It would be indefensible to maintain bass can’t learn. If bass can learn to avoid electric shock, they can learn to avoid other things that cause them discomfort, pain, or stress. Professional bass anglers discuss “conditioning” all the time, typically focusing on how bass can learn to avoid lure types used by the majority of anglers on any given body of water. But that’s just the proverbial tip of the iceberg.

 

The Effects of Pressure on Smallmouths
Frank Campbell has been guiding people to giant smallmouths on Lake Erie, Lake Ontario, and the Niagara River for 17 years. “The most dramatic change in the fishing over that time period involves the education of fish,” he says. “Smallmouths are forcing us to look for new and innovative methods they haven’t seen. We have a lot more players in the game these days. When I first started, you had guys out there, but on an average day you may have seen 6 boats. Now you’re seeing 20 boats chasing smallmouths on that average day.

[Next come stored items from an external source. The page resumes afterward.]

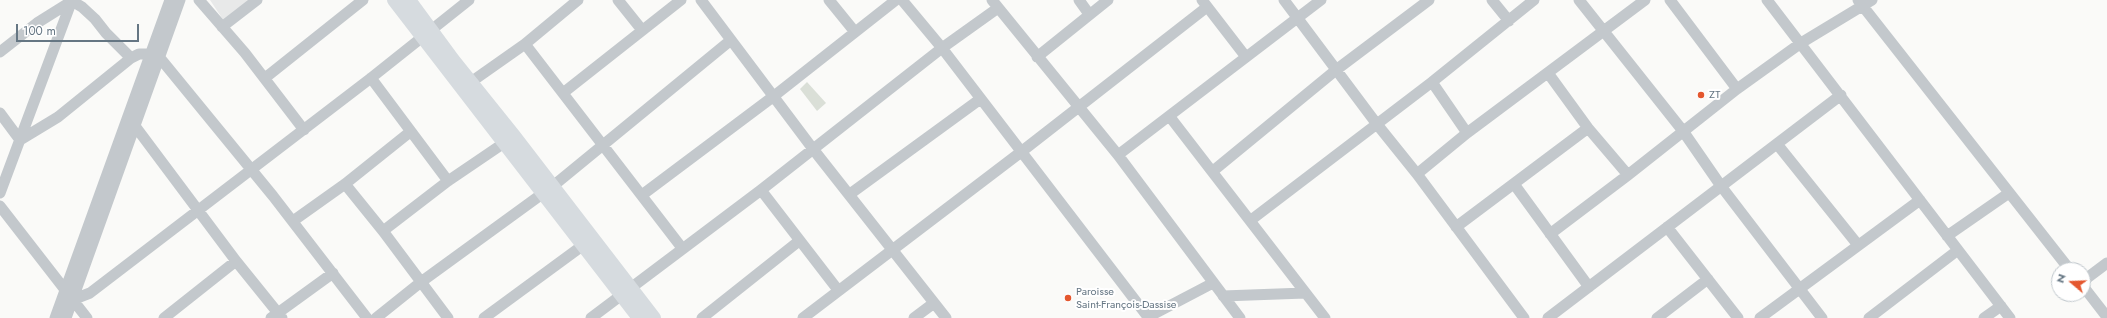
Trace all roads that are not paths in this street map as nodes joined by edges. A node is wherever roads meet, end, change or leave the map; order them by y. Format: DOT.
graph roads {
  1 [pos="170,0"];
  2 [pos="180,0"];
  3 [pos="199,0"];
  4 [pos="257,0"];
  5 [pos="363,0"];
  6 [pos="394,0"];
  7 [pos="409,0"];
  8 [pos="470,0"];
  9 [pos="578,0"];
  10 [pos="618,0"];
  11 [pos="681,0"];
  12 [pos="700,0"];
  13 [pos="829,0"];
  14 [pos="896,0"];
  15 [pos="902,0"];
  16 [pos="1079,0"];
  17 [pos="1108,0"];
  18 [pos="1284,0"];
  19 [pos="1321,0"];
  20 [pos="1429,0"];
  21 [pos="1492,0"];
  22 [pos="1534,0"];
  23 [pos="1579,0"];
  24 [pos="1645,0"];
  25 [pos="1670,0"];
  26 [pos="1767,0"];
  27 [pos="72,1"];
  28 [pos="1864,2"];
  29 [pos="1204,3"];
  30 [pos="995,4"];
  31 [pos="1089,14"];
  32 [pos="1298,17"];
  33 [pos="1509,21"];
  34 [pos="222,27"];
  35 [pos="642,30"];
  36 [pos="1604,31"];
  37 [pos="855,32"];
  38 [pos="427,34"];
  39 [pos="731,40"];
  40 [pos="1801,43"];
  41 [pos="525,44"];
  42 [pos="942,48"];
  43 [pos="0,52"];
  44 [pos="155,56"];
  45 [pos="1037,57"];
  46 [pos="1246,57"];
  47 [pos="131,58"];
  48 [pos="1336,70"];
  49 [pos="1548,73"];
  50 [pos="265,78"];
  51 [pos="371,78"];
  52 [pos="471,82"];
  53 [pos="1432,82"];
  54 [pos="1737,89"];
  55 [pos="563,93"];
  56 [pos="1841,95"];
  57 [pos="774,96"];
  58 [pos="979,100"];
  59 [pos="1077,106"];
  60 [pos="0,113"];
  61 [pos="1170,117"];
  62 [pos="1376,124"];
  63 [pos="135,126"];
  64 [pos="1588,128"];
  65 [pos="304,130"];
  66 [pos="1684,130"];
  67 [pos="410,132"];
  68 [pos="1467,133"];
  69 [pos="20,140"];
  70 [pos="504,143"];
  71 [pos="1777,144"];
  72 [pos="603,146"];
  73 [pos="814,149"];
  74 [pos="1021,152"];
  75 [pos="1118,155"];
  76 [pos="251,170"];
  77 [pos="1213,171"];
  78 [pos="1416,174"];
  79 [pos="1628,175"];
  80 [pos="448,181"];
  81 [pos="345,184"];
  82 [pos="1514,184"];
  83 [pos="1721,186"];
  84 [pos="548,190"];
  85 [pos="761,190"];
  86 [pos="0,193"];
  87 [pos="2009,193"];
  88 [pos="642,194"];
  89 [pos="850,194"];
  90 [pos="1920,200"];
  91 [pos="0,206"];
  92 [pos="197,210"];
  93 [pos="1251,220"];
  94 [pos="293,221"];
  95 [pos="1456,227"];
  96 [pos="1667,227"];
  97 [pos="383,231"];
  98 [pos="1550,234"];
  99 [pos="1947,236"];
  100 [pos="799,241"];
  101 [pos="1858,245"];
  102 [pos="582,246"];
  103 [pos="682,248"];
  104 [pos="892,248"];
  105 [pos="1958,250"];
  106 [pos="236,261"];
  107 [pos="2064,262"];
  108 [pos="2107,263"];
  109 [pos="333,273"];
  110 [pos="2091,275"];
  111 [pos="1708,279"];
  112 [pos="421,282"];
  113 [pos="1213,283"];
  114 [pos="1589,286"];
  115 [pos="1800,288"];
  116 [pos="65,290"];
  117 [pos="838,290"];
  118 [pos="626,291"];
  119 [pos="1305,293"];
  120 [pos="1223,296"];
  121 [pos="2091,296"];
  122 [pos="72,300"];
  123 [pos="934,303"];
  124 [pos="2001,306"];
  125 [pos="277,316"];
  126 [pos="2107,317"];
  127 [pos="55,318"];
  128 [pos="66,318"];
  129 [pos="87,318"];
  130 [pos="164,318"];
  131 [pos="367,318"];
  132 [pos="376,318"];
  133 [pos="448,318"];
  134 [pos="484,318"];
  135 [pos="590,318"];
  136 [pos="639,318"];
  137 [pos="654,318"];
  138 [pos="702,318"];
  139 [pos="803,318"];
  140 [pos="914,318"];
  141 [pos="946,318"];
  142 [pos="1147,318"];
  143 [pos="1240,318"];
  144 [pos="1325,318"];
  145 [pos="1524,318"];
  146 [pos="1548,318"];
  147 [pos="1657,318"];
  148 [pos="1738,318"];
  149 [pos="1760,318"];
  150 [pos="1822,318"];
  151 [pos="1869,318"];
  152 [pos="1984,318"];
  153 [pos="2010,318"];
  1 -- 44 [label="street"];
  2 -- 44 [label="street"];
  3 -- 34 [label="street"];
  4 -- 34 [label="street"];
  5 -- 50 [label="street"];
  6 -- 38 [label="main road"];
  7 -- 38 [label="main road"];
  8 -- 38 [label="street"];
  9 -- 41 [label="street"];
  10 -- 35 [label="street"];
  11 -- 35 [label="street"];
  12 -- 39 [label="street"];
  13 -- 37 [label="street"];
  14 -- 37 [label="street"];
  15 -- 42 [label="street"];
  16 -- 31 [label="street"];
  17 -- 31 [label="street"];
  18 -- 32 [label="street"];
  19 -- 32 [label="street"];
  20 -- 48 [label="street"];
  21 -- 33 [label="street"];
  22 -- 33 [label="street"];
  23 -- 36 [label="street"];
  24 -- 36 [label="street"];
  25 -- 54 [label="street"];
  26 -- 40 [label="street"];
  27 -- 43 [label="street"];
  27 -- 47 [label="street"];
  27 -- 69 [label="street"];
  28 -- 40 [label="street"];
  28 -- 87 [label="street"];
  29 -- 46 [label="street"];
  29 -- 59 [label="street"];
  30 -- 42 [label="street"];
  30 -- 45 [label="street"];
  31 -- 45 [label="street"];
  32 -- 46 [label="street"];
  32 -- 48 [label="street"];
  33 -- 53 [label="street"];
  34 -- 50 [label="street"];
  35 -- 55 [label="street"];
  36 -- 49 [label="street"];
  36 -- 66 [label="street"];
  37 -- 57 [label="street"];
  38 -- 51 [label="street"];
  38 -- 52 [label="main road"];
  38 -- 70 [label="main road"];
  39 -- 57 [label="street"];
  39 -- 72 [label="street"];
  40 -- 54 [label="street"];
  40 -- 56 [label="street"];
  41 -- 52 [label="street"];
  41 -- 55 [label="street"];
  42 -- 58 [label="street"];
  42 -- 73 [label="street"];
  44 -- 47 [label="street"];
  44 -- 63 [label="street"];
  44 -- 76 [label="street"];
  44 -- 116 [label="street"];
  45 -- 59 [label="street"];
  46 -- 61 [label="street"];
  47 -- 69 [label="street"];
  48 -- 62 [label="street"];
  48 -- 77 [label="street"];
  49 -- 64 [label="street"];
  49 -- 68 [label="street"];
  50 -- 65 [label="street"];
  51 -- 65 [label="street"];
  51 -- 67 [label="street"];
  52 -- 84 [label="main road"];
  53 -- 62 [label="street"];
  53 -- 68 [label="street"];
  54 -- 66 [label="street"];
  55 -- 72 [label="street"];
  56 -- 71 [label="street"];
  56 -- 90 [label="street"];
  57 -- 73 [label="street"];
  57 -- 88 [label="street"];
  58 -- 74 [label="street"];
  58 -- 89 [label="street"];
  59 -- 74 [label="street"];
  59 -- 75 [label="street"];
  60 -- 69 [label="street"];
  61 -- 75 [label="street"];
  61 -- 77 [label="street"];
  62 -- 78 [label="street"];
  62 -- 93 [label="street"];
  63 -- 92 [label="street"];
  63 -- 122 [label="street"];
  64 -- 79 [label="street"];
  64 -- 82 [label="street"];
  65 -- 76 [label="street"];
  66 -- 79 [label="street"];
  66 -- 83 [label="street"];
  67 -- 80 [label="street"];
  67 -- 81 [label="street"];
  68 -- 78 [label="street"];
  69 -- 86 [label="street"];
  70 -- 80 [label="street"];
  70 -- 84 [label="main road"];
  71 -- 83 [label="street"];
  71 -- 101 [label="street"];
  72 -- 84 [label="street"];
  72 -- 88 [label="street"];
  73 -- 85 [label="street"];
  73 -- 89 [label="street"];
  74 -- 104 [label="street"];
  74 -- 142 [label="street"];
  75 -- 113 [label="street"];
  76 -- 92 [label="street"];
  76 -- 94 [label="street"];
  77 -- 93 [label="street"];
  78 -- 95 [label="street"];
  79 -- 98 [label="street"];
  80 -- 97 [label="street"];
  81 -- 94 [label="street"];
  81 -- 97 [label="street"];
  82 -- 95 [label="street"];
  82 -- 98 [label="street"];
  83 -- 96 [label="street"];
  83 -- 115 [label="street"];
  84 -- 102 [label="main road"];
  84 -- 112 [label="street"];
  84 -- 118 [label="main road"];
  85 -- 100 [label="street"];
  85 -- 103 [label="street"];
  87 -- 99 [label="street"];
  87 -- 107 [label="street"];
  88 -- 103 [label="street"];
  89 -- 104 [label="street"];
  90 -- 99 [label="street"];
  90 -- 101 [label="street"];
  91 -- 116 [label="street"];
  92 -- 106 [label="street"];
  92 -- 122 [label="street"];
  93 -- 119 [label="street"];
  94 -- 109 [label="street"];
  95 -- 145 [label="street"];
  96 -- 111 [label="street"];
  96 -- 114 [label="street"];
  97 -- 112 [label="street"];
  98 -- 114 [label="street"];
  99 -- 105 [label="street"];
  100 -- 117 [label="street"];
  100 -- 138 [label="street"];
  101 -- 115 [label="street"];
  102 -- 118 [label="main road"];
  102 -- 134 [label="street"];
  103 -- 118 [label="street"];
  104 -- 117 [label="street"];
  104 -- 123 [label="street"];
  105 -- 124 [label="street"];
  105 -- 151 [label="street"];
  106 -- 125 [label="street"];
  106 -- 130 [label="street"];
  108 -- 110 [label="street"];
  109 -- 125 [label="street"];
  109 -- 131 [label="street"];
  111 -- 147 [label="street"];
  111 -- 148 [label="street"];
  112 -- 132 [label="street"];
  112 -- 133 [label="street"];
  113 -- 120 [label="street"];
  113 -- 142 [label="street"];
  114 -- 146 [label="street"];
  115 -- 149 [label="street"];
  115 -- 150 [label="street"];
  116 -- 122 [label="street"];
  116 -- 127 [label="street"];
  117 -- 139 [label="street"];
  118 -- 135 [label="street"];
  118 -- 136 [label="main road"];
  118 -- 137 [label="main road"];
  119 -- 120 [label="street"];
  119 -- 144 [label="street"];
  120 -- 143 [label="street"];
  121 -- 126 [label="street"];
  122 -- 128 [label="street"];
  122 -- 129 [label="street"];
  123 -- 140 [label="street"];
  123 -- 141 [label="street"];
  124 -- 152 [label="street"];
  124 -- 153 [label="street"];
}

Anglers are better educated than they were 20 years ago, with more television shows, more websites, and more information available. Twenty years ago, those other guys weren’t catching the fish you were. Now they’re sticking good fish, too. Then all you needed was a couple bags of tubes. Now, you may have a hard time catching any number of them on tubes. Then, you had guys fishing shoreline spots. Now, with better electronics, guys are finding key offshore spots in one day, the same spots that took me 10 years to find.”

 

It’s an old story, and fishermen like Campbell adapt to pressure (as explained later). But adaptation can’t overcome all aspects of pressure.


As a former resource manager, In-Fisherman Field Editor Gord Pyzer has studied some of the fallout from fishing pressure. “I was fortunate enough to work for the Ministry of Natural Resources and to live on Lake of the Woods for 32 years,” he says. “In the late 1970s smallmouth bass were flying under everybody’s radar. Any fish without a white dot on its tail was thrown back. So, if you were fortunate enough to be a bass angler, it was common to catch 40 to 75 quality fish almost any time after the prespawn wave of bass moved shallow into this particular bay.”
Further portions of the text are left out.